The repository exists to keep the package family legible. Changes that weaken that legibility create long-term cost even when they solve a short-term problem. The root therefore needs principles that make review stricter where shared structure is at stake.
Principles¶
- prefer moving behavior toward the owning package rather than broadening root scope by convenience
- keep documentation, schemas, tests, and workflow changes in the same review series when they describe the same behavior
- choose filenames, section names, and commit messages that will still make sense years later without relying on project memory
- keep root automation explicit about what it touches and why
- add compatibility shims only when they preserve a real migration path, not when they postpone a naming decision
Review Pressure¶
Changes at the root deserve a little more skepticism because they can reshape how the entire package family is read.
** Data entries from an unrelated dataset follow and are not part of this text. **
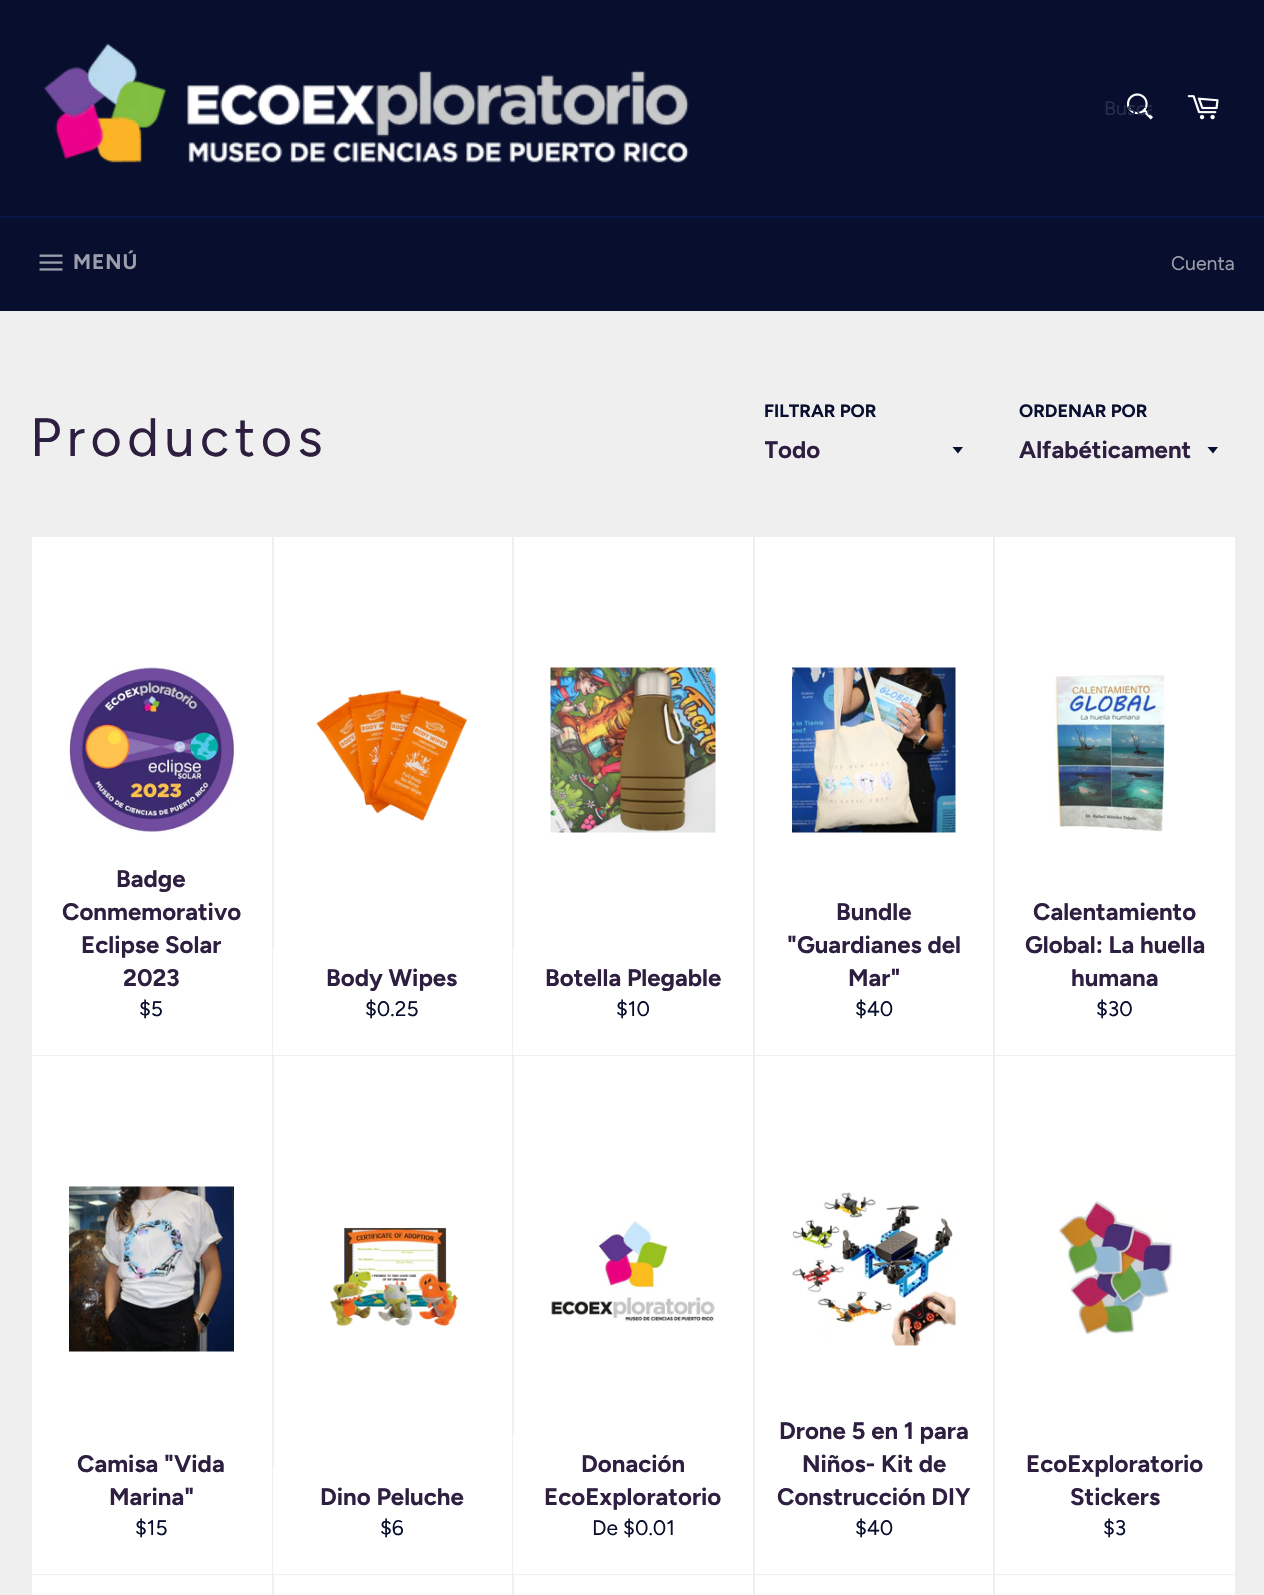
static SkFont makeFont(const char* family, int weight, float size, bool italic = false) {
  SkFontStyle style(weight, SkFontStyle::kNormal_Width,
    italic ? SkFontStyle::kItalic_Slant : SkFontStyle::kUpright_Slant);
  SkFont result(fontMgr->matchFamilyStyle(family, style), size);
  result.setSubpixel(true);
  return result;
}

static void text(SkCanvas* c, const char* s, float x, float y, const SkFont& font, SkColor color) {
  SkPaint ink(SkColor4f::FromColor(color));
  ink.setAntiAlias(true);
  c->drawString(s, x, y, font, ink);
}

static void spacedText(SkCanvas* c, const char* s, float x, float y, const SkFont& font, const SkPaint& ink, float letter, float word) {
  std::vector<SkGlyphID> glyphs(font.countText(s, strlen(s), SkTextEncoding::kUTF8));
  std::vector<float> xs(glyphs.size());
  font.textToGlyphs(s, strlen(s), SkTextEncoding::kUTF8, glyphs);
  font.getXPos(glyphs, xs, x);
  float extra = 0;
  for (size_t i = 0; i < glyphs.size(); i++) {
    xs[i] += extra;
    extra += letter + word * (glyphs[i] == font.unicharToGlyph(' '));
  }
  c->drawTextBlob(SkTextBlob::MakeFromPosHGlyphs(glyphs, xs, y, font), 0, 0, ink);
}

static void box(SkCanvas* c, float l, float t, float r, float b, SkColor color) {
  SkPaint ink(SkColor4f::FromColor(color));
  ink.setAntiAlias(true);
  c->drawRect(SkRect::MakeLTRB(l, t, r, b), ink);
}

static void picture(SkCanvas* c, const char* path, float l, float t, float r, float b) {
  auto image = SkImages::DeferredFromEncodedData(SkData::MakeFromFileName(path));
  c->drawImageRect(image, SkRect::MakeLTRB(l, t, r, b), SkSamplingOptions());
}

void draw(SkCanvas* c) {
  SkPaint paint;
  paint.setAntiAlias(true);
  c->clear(0xffefefef);
  box(c, 0, 0, 1264, 216, 0xff070e2e);
  picture(c, "img_01.png", 43, 43, 689, 163);
  picture(c, "img_02.png", 1126, 93, 1153, 120);
  c->save();
  c->clipRect(SkRect::MakeLTRB(1104, 98, 1152, 120));
  SkFont face1 = makeFont("Figtree", 400, 19.5f);
  text(c, "Busca", 1104, 115, face1, 0xff282e4a);
  c->restore();
  picture(c, "img_03.png", 1187, 95, 1219, 120);
  box(c, 0, 218, 1264, 311, 0xff070e2e);
  box(c, 0, 216, 1264, 218, 0xff0a1544);
  picture(c, "img_04.png", 39, 254, 63, 271);
  SkFont face2 = makeFont("Figtree", 700, 21);
  paint.setColor(0xff9c9fab);
  spacedText(c, "MENÚ", 73, 269, face2, paint, 1, 0);
  text(c, "Cuenta", 1171, 270, face1, 0xff9c9fab);
  SkFont face3 = makeFont("Figtree", 400, 54);
  paint.setColor(0xff2e1f41);
  spacedText(c, "Productos", 30, 456, face3, paint, 5.5f, 0);
  SkFont face4 = makeFont("Figtree", 700, 18);
  text(c, "FILTRAR POR", 764, 417, face4, 0xff070e2e);
  paint.setColor(0xff070e2e);
  c->drawPath(SkPathBuilder().moveTo(952.5f, 447).lineTo(958, 453.5f).lineTo(963, 447).close().detach(), paint);
  c->save();
  c->clipRect(SkRect::MakeLTRB(765, 434, 938, 467));
  SkFont face5 = makeFont("Figtree", 700, 24);
  text(c, "Todo", 764, 458, face5, 0xff2e1f41);
  c->restore();
  text(c, "ORDENAR POR", 1019, 417, face4, 0xff070e2e);
  c->drawPath(SkPathBuilder().moveTo(1207.5f, 447).lineTo(1213, 453.5f).lineTo(1218, 447).close().detach(), paint);
  text(c, "Alfabéticament", 1019, 458, face5, 0xff2e1f41);
  box(c, 32, 537, 272, 1055, 0xffffffff);
  picture(c, "img_05.png", 69, 667, 234, 833);
  text(c, "Badge", 116, 887, face5, 0xff2e1f41);
  text(c, "Conmemorativo", 62, 920, face5, 0xff2e1f41);
  text(c, "Eclipse Solar", 81, 953, face5, 0xff2e1f41);
  text(c, "2023", 123, 986, face5, 0xff2e1f41);
  SkFont face6 = makeFont("Figtree", 400, 21);
  text(c, "$5", 139, 1016, face6, 0xff070e2e);
  box(c, 274, 537, 512, 948, 0xffffffff);
  picture(c, "img_06.png", 316, 689, 467, 821);
  box(c, 273, 948, 512, 1055, 0xffffffff);
  text(c, "Body Wipes", 326, 986, face5, 0xff2e1f41);
  text(c, "$0.25", 365, 1016, face6, 0xff070e2e);
  box(c, 514, 537, 753, 948, 0xffffffff);
  picture(c, "img_07.png", 550, 667, 716, 833);
  box(c, 513, 948, 753, 1055, 0xffffffff);
  text(c, "Botella Plegable", 545, 986, face5, 0xff2e1f41);
  text(c, "$10", 616, 1016, face6, 0xff070e2e);
  box(c, 755, 537, 993, 1055, 0xffffffff);
  picture(c, "img_08.png", 792, 667, 956, 833);
  text(c, "Bundle", 836, 920, face5, 0xff2e1f41);
  text(c, "\"Guardianes del", 787, 953, face5, 0xff2e1f41);
  text(c, "Mar\"", 848, 986, face5, 0xff2e1f41);
  text(c, "$40", 855, 1016, face6, 0xff070e2e);
  box(c, 995, 537, 1235, 1055, 0xffffffff);
  picture(c, "img_09.png", 1054, 675, 1165, 833);
  text(c, "Calentamiento", 1033, 920, face5, 0xff2e1f41);
  text(c, "Global: La huella", 1025, 953, face5, 0xff2e1f41);
  text(c, "humana", 1071, 986, face5, 0xff2e1f41);
  text(c, "$30", 1096, 1016, face6, 0xff070e2e);
  box(c, 32, 1056, 272, 1574, 0xffffffff);
  picture(c, "img_10.png", 69, 1186, 234, 1352);
  text(c, "Camisa \"Vida", 77, 1472, face5, 0xff2e1f41);
  text(c, "Marina\"", 109, 1505, face5, 0xff2e1f41);
  text(c, "$15", 135, 1535, face6, 0xff070e2e);
  box(c, 274, 1056, 512, 1467, 0xffffffff);
  picture(c, "img_11.png", 330, 1227, 459, 1327);
  box(c, 273, 1467, 512, 1574, 0xffffffff);
  text(c, "Dino Peluche", 320, 1505, face5, 0xff2e1f41);
  text(c, "$6", 380, 1535, face6, 0xff070e2e);
  box(c, 514, 1056, 753, 1434, 0xffffffff);
  picture(c, "img_12.png", 551, 1217, 715, 1323);
  box(c, 513, 1434, 753, 1574, 0xffffffff);
  text(c, "Donación", 581, 1472, face5, 0xff2e1f41);
  text(c, "EcoExploratorio", 544, 1505, face5, 0xff2e1f41);
  text(c, "De $0.01", 592, 1535, face6, 0xff070e2e);
  box(c, 755, 1056, 993, 1574, 0xffffffff);
  picture(c, "img_13.png", 792, 1192, 956, 1346);
  text(c, "Drone 5 en 1 para", 779, 1439, face5, 0xff2e1f41);
  text(c, "Niños- Kit de", 802, 1472, face5, 0xff2e1f41);
  text(c, "Construcción DIY", 777, 1505, face5, 0xff2e1f41);
  text(c, "$40", 855, 1535, face6, 0xff070e2e);
  box(c, 995, 1056, 1235, 1574, 0xffffffff);
  picture(c, "img_14.png", 1058, 1201, 1173, 1335);
  text(c, "EcoExploratorio", 1026, 1472, face5, 0xff2e1f41);
  text(c, "Stickers", 1070, 1505, face5, 0xff2e1f41);
  text(c, "$3", 1103, 1535, face6, 0xff070e2e);
  box(c, 32, 1575, 272, 1595, 0xffffffff);
  box(c, 274, 1575, 512, 1595, 0xffffffff);
  box(c, 514, 1575, 753, 1595, 0xffffffff);
  box(c, 755, 1575, 993, 1595, 0xffffffff);
  box(c, 995, 1575, 1235, 1595, 0xffffffff);
}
A small root shortcut can create a large maintenance shadow if it weakens the ownership model.
What Good Looks Like¶
- the change clarifies one shared rule or structure instead of inventing a new ambiguous layer
- the proof surfaces move together with the explanation
- the resulting tree is more teachable to a new reader than it was before
Purpose¶
This page records the principles that should guide repository-wide changes when shared boundaries, names, or governance are involved.
Stability¶
Update these principles only when the repository operating model changes in a real way.